:: ABOUT THIS TASK ::
From the entries below, copy every line that holds the word "Pehlwan".

[Start of section]

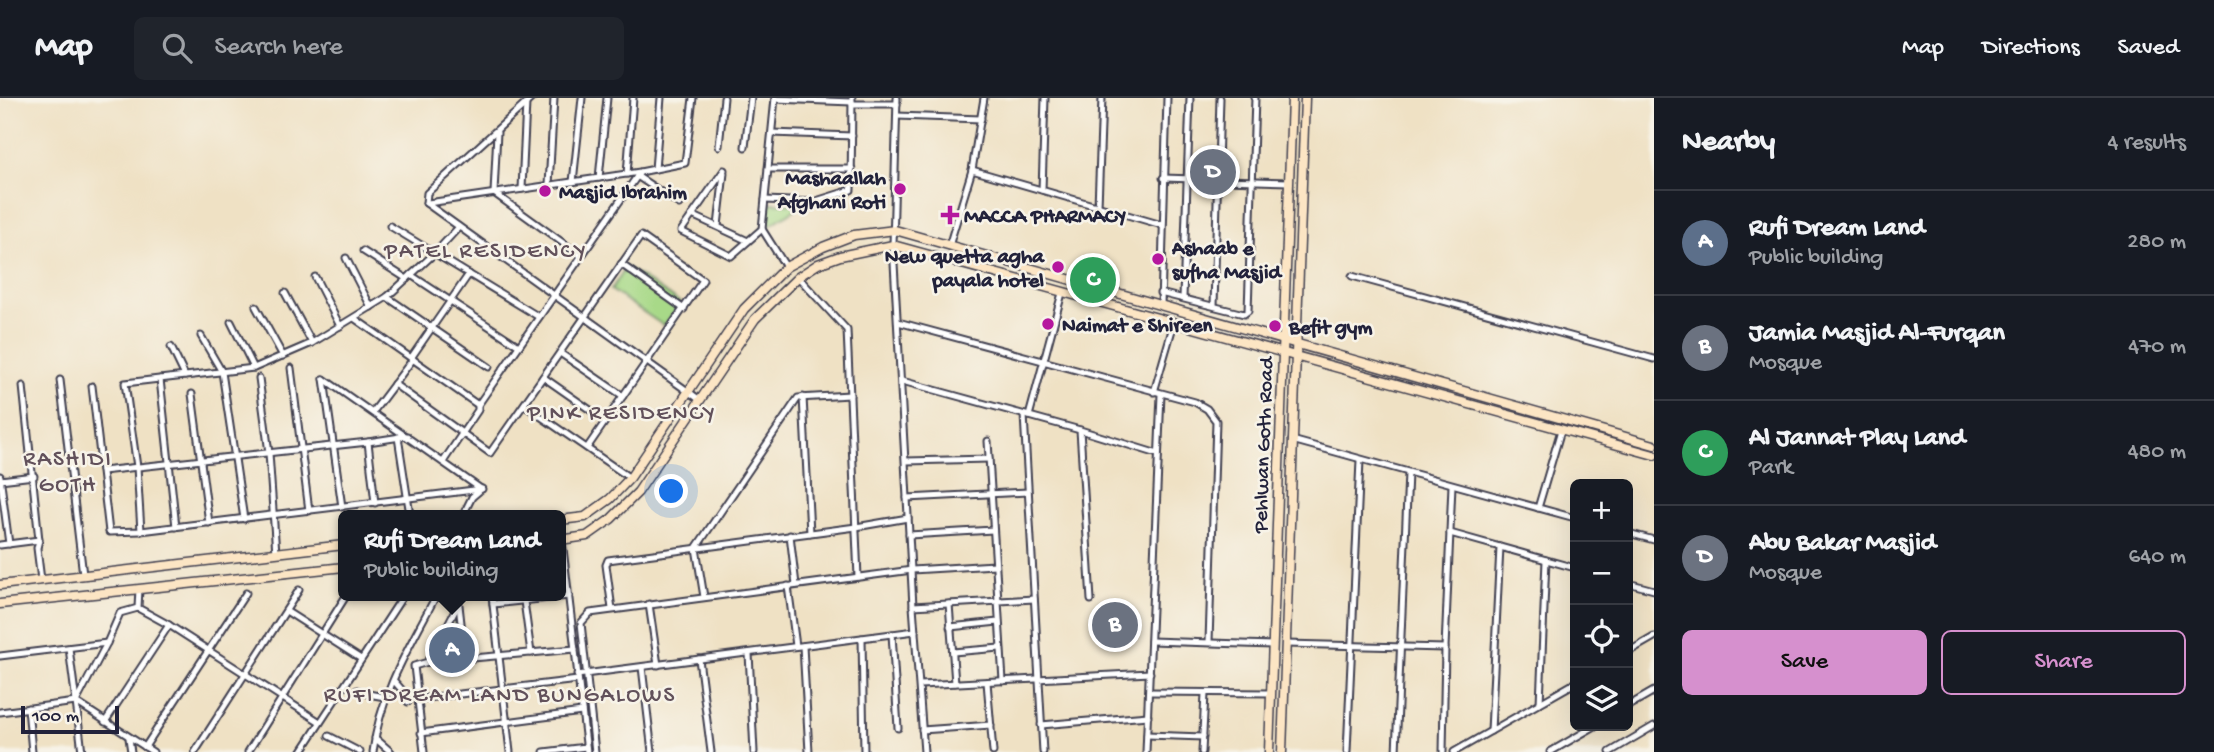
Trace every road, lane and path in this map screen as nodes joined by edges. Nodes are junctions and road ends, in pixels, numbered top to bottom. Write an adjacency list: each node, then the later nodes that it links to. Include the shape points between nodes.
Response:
1 (554, 98): 42 (street)
2 (582, 98): 40 (street)
3 (607, 98): 35 (street)
4 (634, 98): 33 (street)
5 (661, 98): 29 (street)
6 (693, 98): 29 (street, via 685,163)
7 (724, 98): 27 (street)
8 (751, 98): 28 (street)
9 (984, 98): 23 (street)
10 (1045, 98): 44 (street)
11 (1102, 98): 49 (street)
12 (1167, 98): 36 (street)
13 (1190, 98): 37 (street)
14 (1220, 98): 38 (street)
15 (1255, 98): 39 (street)
16 (1292, 98): 41 (main road, Pehlwan Goth Road)
17 (1305, 98): 94 (main road, Pehlwan Goth Road)
18 (775, 99): 20 (street); 25 (street)
19 (529, 100): 24 (street); 43 (street)
20 (852, 101): 21 (street); 26 (street)
21 (897, 101): 22 (street)
22 (897, 116): 23 (street); 56 (street)
23 (981, 119): 32 (street)
24 (497, 132): 45 (street); 47 (street, via 427,193)
25 (772, 133): 26 (street); 30 (street)
26 (852, 136): 31 (street)
27 (719, 146)
28 (746, 147)
29 (655, 169): 34 (street)
30 (768, 169): 31 (street); 46 (street)
31 (852, 169): 46 (street, via 852,190 813,202)
32 (972, 170): 44 (street); 59 (street)
33 (627, 174): 34 (street); 35 (street)
34 (638, 174): 48 (street); 62 (street)
35 (599, 178): 40 (street)
36 (1163, 178): 37 (street); 51 (street)
37 (1187, 179): 38 (street); 76 (street)
38 (1218, 180): 39 (street); 79 (street)
39 (1252, 181): 41 (street); 79 (street, via 1249,309 1244,314)
40 (573, 182): 42 (street)
41 (1289, 182): 92 (main road, Pehlwan Goth Road)
42 (549, 185): 43 (street)
43 (522, 189): 45 (street)
44 (1042, 190): 49 (street)
45 (494, 193): 47 (street); 62 (street)
46 (765, 201): 55 (street)
47 (426, 203): 53 (street)
48 (679, 204)
49 (1098, 206): 51 (street)
50 (692, 215): 54 (street); 54 (street, via 724,170); 57 (street, via 681,231 731,256)
51 (1162, 225): 73 (street)
52 (390, 226): 61 (street)
53 (459, 226): 61 (street); 74 (street)
54 (718, 226): 57 (street)
55 (762, 229): 57 (street); 65 (street)
56 (895, 230): 58 (street); 59 (main road); 65 (main road, via 854,235)
57 (748, 240)
58 (893, 245): 70 (main road, via 840,256); 72 (main road); 87 (street)
59 (949, 246): 78 (main road)
60 (363, 251): 69 (street)
61 (435, 253): 66 (street); 69 (street)
62 (581, 256): 74 (street)
63 (346, 258): 81 (street)
64 (621, 264): 82 (street); 82 (street, via 641,236 701,277 702,283); 84 (street)
65 (786, 267): 118 (main road, via 744,309)
66 (470, 274): 77 (street); 83 (street)
67 (315, 276): 89 (street)
68 (1352, 276): 102 (street)
69 (409, 277): 75 (street); 77 (street)
70 (798, 277): 122 (street, via 847,330); 125 (main road, via 755,318)
71 (285, 293): 93 (street)
72 (1062, 293): 88 (main road); 104 (street)
73 (1160, 293): 76 (street); 78 (street)
74 (554, 295): 83 (street); 84 (street)
75 (387, 296): 81 (street); 90 (street)
76 (1183, 298): 79 (street)
77 (450, 302): 90 (street); 95 (street)
78 (1161, 305): 92 (main road)
79 (1214, 306)
80 (256, 307): 99 (street)
81 (371, 307): 85 (street)
82 (684, 309): 103 (street)
83 (539, 317): 95 (street)
84 (585, 317): 97 (street); 103 (street)
85 (354, 318): 89 (street); 101 (street)
86 (232, 322): 106 (street)
87 (898, 322): 104 (street); 114 (street)
88 (1174, 323): 98 (main road); 119 (street)
89 (340, 326): 93 (street)
90 (432, 328): 101 (street); 105 (street)
91 (201, 336): 108 (street)
92 (1284, 340): 94 (main road); 98 (main road, Pehlwan Goth Road)
93 (312, 343): 99 (street)
94 (1295, 343): 100 (main road, Pehlwan Goth Road); 140 (main road)
95 (519, 346): 126 (street)
96 (171, 347): 109 (street)
97 (560, 353): 110 (street); 123 (street)
98 (1282, 354): 100 (main road); 246 (main road, Pehlwan Goth Road)
99 (283, 356): 106 (street)
100 (1295, 356): 132 (main road); 136 (main road, Pehlwan Goth Road)
101 (412, 358): 115 (street); 126 (street)
102 (1654, 359)
103 (647, 362): 118 (street); 123 (street)
104 (1043, 363): 119 (street); 129 (street)
105 (489, 366)
106 (254, 368): 108 (street)
107 (292, 368): 141 (street)
108 (222, 372): 109 (street); 146 (street)
109 (185, 376): 112 (street)
110 (543, 377): 127 (street); 130 (street)
111 (259, 378): 143 (street)
112 (160, 379): 152 (street); 153 (street, via 125,385)
113 (60, 380): 200 (street)
114 (902, 381): 129 (street); 150 (street)
115 (394, 384): 128 (street); 133 (street)
116 (23, 386): 156 (street)
117 (92, 386): 154 (street)
118 (689, 391): 125 (street); 157 (main road)
119 (1154, 392): 121 (street)
120 (192, 394): 148 (street)
121 (1161, 394): 144 (street); 242 (street, via 1195,402 1216,421)
122 (850, 395): 124 (street); 178 (street)
123 (623, 396): 130 (street)
124 (803, 397): 181 (street); 193 (street, via 798,398)
125 (700, 400): 186 (main road, via 638,492 611,520 587,536)
126 (478, 405): 133 (street)
127 (524, 405): 133 (street, via 491,453); 142 (street)
128 (373, 412): 134 (street); 139 (street, via 324,379)
129 (1026, 416): 131 (street); 161 (street)
130 (606, 421): 142 (street)
131 (1080, 430): 144 (street); 216 (street)
132 (1561, 430): 145 (main road); 167 (street)
133 (462, 434): 151 (street)
134 (407, 436): 135 (street); 151 (street)
135 (398, 437): 138 (street); 164 (street)
136 (1292, 440): 149 (street); 244 (main road, Pehlwan Goth Road)
137 (988, 441): 147 (street)
138 (368, 442): 139 (street); 165 (street)
139 (332, 445): 141 (street); 166 (street)
140 (1654, 445)
141 (302, 448): 143 (street); 170 (street)
142 (587, 448): 157 (street)
143 (269, 453): 146 (street); 171 (street)
144 (1158, 454): 241 (street)
145 (1654, 455)
146 (235, 456): 148 (street); 174 (street)
147 (989, 459): 150 (street); 162 (street)
148 (203, 460): 152 (street); 176 (street)
149 (1360, 460): 155 (street); 245 (street)
150 (906, 461): 163 (street)
151 (443, 462): 160 (street)
152 (170, 463): 153 (street); 177 (street)
153 (137, 467): 154 (street); 180 (street)
154 (102, 471): 180 (street, via 109,532)
155 (1408, 473): 159 (street); 248 (street)
156 (34, 476): 158 (street); 187 (street)
157 (630, 478): 175 (main road, via 585,517)
158 (0, 479): 189 (street)
159 (1452, 485): 167 (street); 182 (street)
160 (482, 489): 164 (street); 169 (street)
161 (1028, 492): 162 (street); 215 (street)
162 (991, 494): 163 (street); 179 (street)
163 (907, 498): 172 (street)
164 (408, 499): 165 (street); 168 (street)
165 (375, 503): 166 (street)
166 (342, 507): 170 (street)
167 (1538, 508): 173 (street)
168 (409, 510)
169 (466, 510)
170 (310, 511): 171 (street)
171 (273, 515): 174 (street); 194 (street)
172 (908, 517): 178 (street); 184 (street)
173 (1570, 517)
174 (244, 519): 176 (street)
175 (566, 519)
176 (209, 523): 177 (street)
177 (176, 527): 180 (street)
178 (856, 527): 181 (street); 202 (street)
179 (993, 530): 184 (street); 196 (street)
180 (141, 531)
181 (810, 533): 185 (street)
182 (1450, 533): 192 (street); 251 (street)
183 (1633, 534): 188 (street)
184 (909, 535): 199 (street)
185 (790, 536): 193 (street); 206 (street)
186 (566, 539)
187 (40, 540): 189 (street); 203 (street)
188 (1654, 540)
189 (9, 544): 190 (street)
190 (0, 545)
191 (338, 546): 194 (main road)
192 (1500, 547): 195 (street); 302 (street)
193 (696, 548): 214 (street); 231 (street, via 608,560)
194 (276, 553): 200 (main road)
195 (1546, 560): 197 (street); 288 (street)
196 (995, 565): 199 (street); 223 (street)
197 (1570, 567)
198 (338, 568): 208 (main road)
199 (912, 570): 202 (street); 229 (street)
200 (83, 575): 203 (main road)
201 (566, 575): 213 (street)
202 (858, 577): 206 (street)
203 (41, 580): 205 (main road)
204 (1633, 584): 210 (street)
205 (0, 585)
206 (796, 585): 207 (street)
207 (788, 586): 214 (street); 247 (street)
208 (139, 589): 224 (main road); 230 (street)
209 (299, 590): 232 (street)
210 (1654, 590)
211 (246, 593): 254 (street)
212 (566, 596): 213 (street)
213 (569, 596): 252 (street)
214 (704, 597): 226 (street)
215 (1034, 599): 223 (street); 270 (street)
216 (1091, 600)
217 (343, 601): 238 (street)
218 (400, 601): 260 (street)
219 (433, 601): 271 (street)
220 (458, 601): 228 (street)
221 (493, 601): 225 (street)
222 (524, 601): 225 (street); 256 (street)
223 (997, 601): 227 (street); 233 (street)
224 (0, 604)
225 (493, 604): 259 (street)
226 (649, 604): 231 (street); 264 (street)
227 (949, 604): 229 (street); 235 (street)
228 (458, 605): 261 (street); 263 (street)
229 (913, 606): 236 (street)
230 (138, 608): 234 (street); 243 (street, via 120,612)
231 (612, 609): 268 (street, via 583,618)
232 (286, 611): 238 (street); 267 (street)
233 (998, 622): 235 (street); 250 (street)
234 (169, 625): 254 (street); 294 (street)
235 (950, 627): 255 (street)
236 (915, 631): 237 (street); 275 (street)
237 (892, 634): 240 (street); 300 (street)
238 (323, 635): 260 (street); 284 (street)
239 (1654, 637): 253 (street)
240 (862, 638): 247 (street); 330 (street)
241 (1151, 641): 242 (street); 266 (street)
242 (1209, 642): 246 (street)
243 (107, 643): 249 (street); 286 (street)
244 (1286, 644): 245 (street); 337 (main road, Pehlwan Goth Road)
245 (1352, 644): 248 (street); 338 (street)
246 (1273, 645): 282 (main road, Pehlwan Goth Road)
247 (799, 646): 257 (street); 329 (street)
248 (1399, 646): 251 (street); 339 (street)
249 (69, 648): 258 (street); 286 (street)
250 (1000, 648): 255 (street); 272 (street)
251 (1445, 648): 340 (street)
252 (575, 649): 256 (street); 269 (street)
253 (1633, 649)
254 (208, 650): 267 (street); 310 (street)
255 (953, 652): 274 (street)
256 (531, 653): 259 (street)
257 (749, 653): 262 (street); 328 (street)
258 (0, 656)
259 (498, 656): 261 (street); 277 (street)
260 (361, 659): 295 (street)
261 (465, 659): 263 (street)
262 (699, 659): 264 (street); 327 (street)
263 (428, 662): 285 (street, via 414,668)
264 (658, 665): 265 (street)
265 (642, 667): 268 (street); 326 (street)
266 (1150, 673): 270 (street); 280 (street)
267 (245, 674): 284 (street); 316 (street)
268 (586, 674): 269 (street); 325 (street)
269 (578, 678): 277 (street); 292 (street)
270 (1039, 679): 272 (street); 298 (street)
271 (394, 681): 283 (street); 287 (street)
272 (1003, 681): 273 (street)
273 (988, 682): 274 (street); 297 (street)
274 (955, 683): 275 (street)
275 (920, 685): 301 (street)
276 (1570, 685): 288 (street)
277 (503, 689): 285 (street); 296 (street)
278 (357, 690): 283 (street)
279 (1654, 691): 289 (street)
280 (1150, 692): 281 (street); 293 (street)
281 (1205, 694): 282 (street); 308 (street)
282 (1271, 694): 336 (main road, Pehlwan Goth Road)
283 (385, 697): 309 (street)
284 (282, 699): 295 (street); 317 (street)
285 (418, 699): 304 (street)
286 (76, 702): 290 (street); 294 (street); 313 (street)
287 (408, 702)
288 (1541, 703): 302 (street)
289 (1633, 703)
290 (27, 708): 291 (street); 312 (street)
291 (0, 712)
292 (582, 712): 296 (street); 311 (street)
293 (1149, 716): 298 (street); 305 (street)
294 (105, 722): 307 (street)
295 (320, 722): 318 (street)
296 (507, 723): 304 (street); 323 (street)
297 (991, 725): 301 (street); 332 (street)
298 (1041, 725): 333 (street)
299 (1654, 726): 343 (street)
300 (898, 728)
301 (922, 730): 331 (street)
302 (1491, 731): 341 (street)
303 (1586, 731): 342 (street)
304 (421, 733): 322 (street)
305 (1147, 734): 308 (street); 334 (street)
306 (329, 736): 319 (street)
307 (129, 737): 310 (street); 314 (street)
308 (1203, 737): 335 (street)
309 (374, 738): 320 (street); 321 (street)
310 (145, 747): 315 (street)
311 (587, 750): 324 (street)
312 (32, 752)
313 (82, 752)
314 (131, 752)
315 (153, 752)
316 (195, 752)
317 (248, 752)
318 (301, 752)
319 (360, 752)
320 (373, 752)
321 (391, 752)
322 (424, 752)
323 (510, 752)
324 (544, 752)
325 (595, 752)
326 (652, 752)
327 (711, 752)
328 (754, 752)
329 (809, 752)
330 (864, 752)
331 (924, 752)
332 (993, 752)
333 (1043, 752)
334 (1146, 752)
335 (1202, 752)
336 (1269, 752)
337 (1282, 752)
338 (1347, 752)
339 (1396, 752)
340 (1443, 752)
341 (1454, 752)
342 (1550, 752)
343 (1610, 752)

[End of section]

:: ANSWER BELOW ::
16 (1292, 98): 41 (main road, Pehlwan Goth Road)
17 (1305, 98): 94 (main road, Pehlwan Goth Road)
41 (1289, 182): 92 (main road, Pehlwan Goth Road)
92 (1284, 340): 94 (main road); 98 (main road, Pehlwan Goth Road)
94 (1295, 343): 100 (main road, Pehlwan Goth Road); 140 (main road)
98 (1282, 354): 100 (main road); 246 (main road, Pehlwan Goth Road)
100 (1295, 356): 132 (main road); 136 (main road, Pehlwan Goth Road)
136 (1292, 440): 149 (street); 244 (main road, Pehlwan Goth Road)
244 (1286, 644): 245 (street); 337 (main road, Pehlwan Goth Road)
246 (1273, 645): 282 (main road, Pehlwan Goth Road)
282 (1271, 694): 336 (main road, Pehlwan Goth Road)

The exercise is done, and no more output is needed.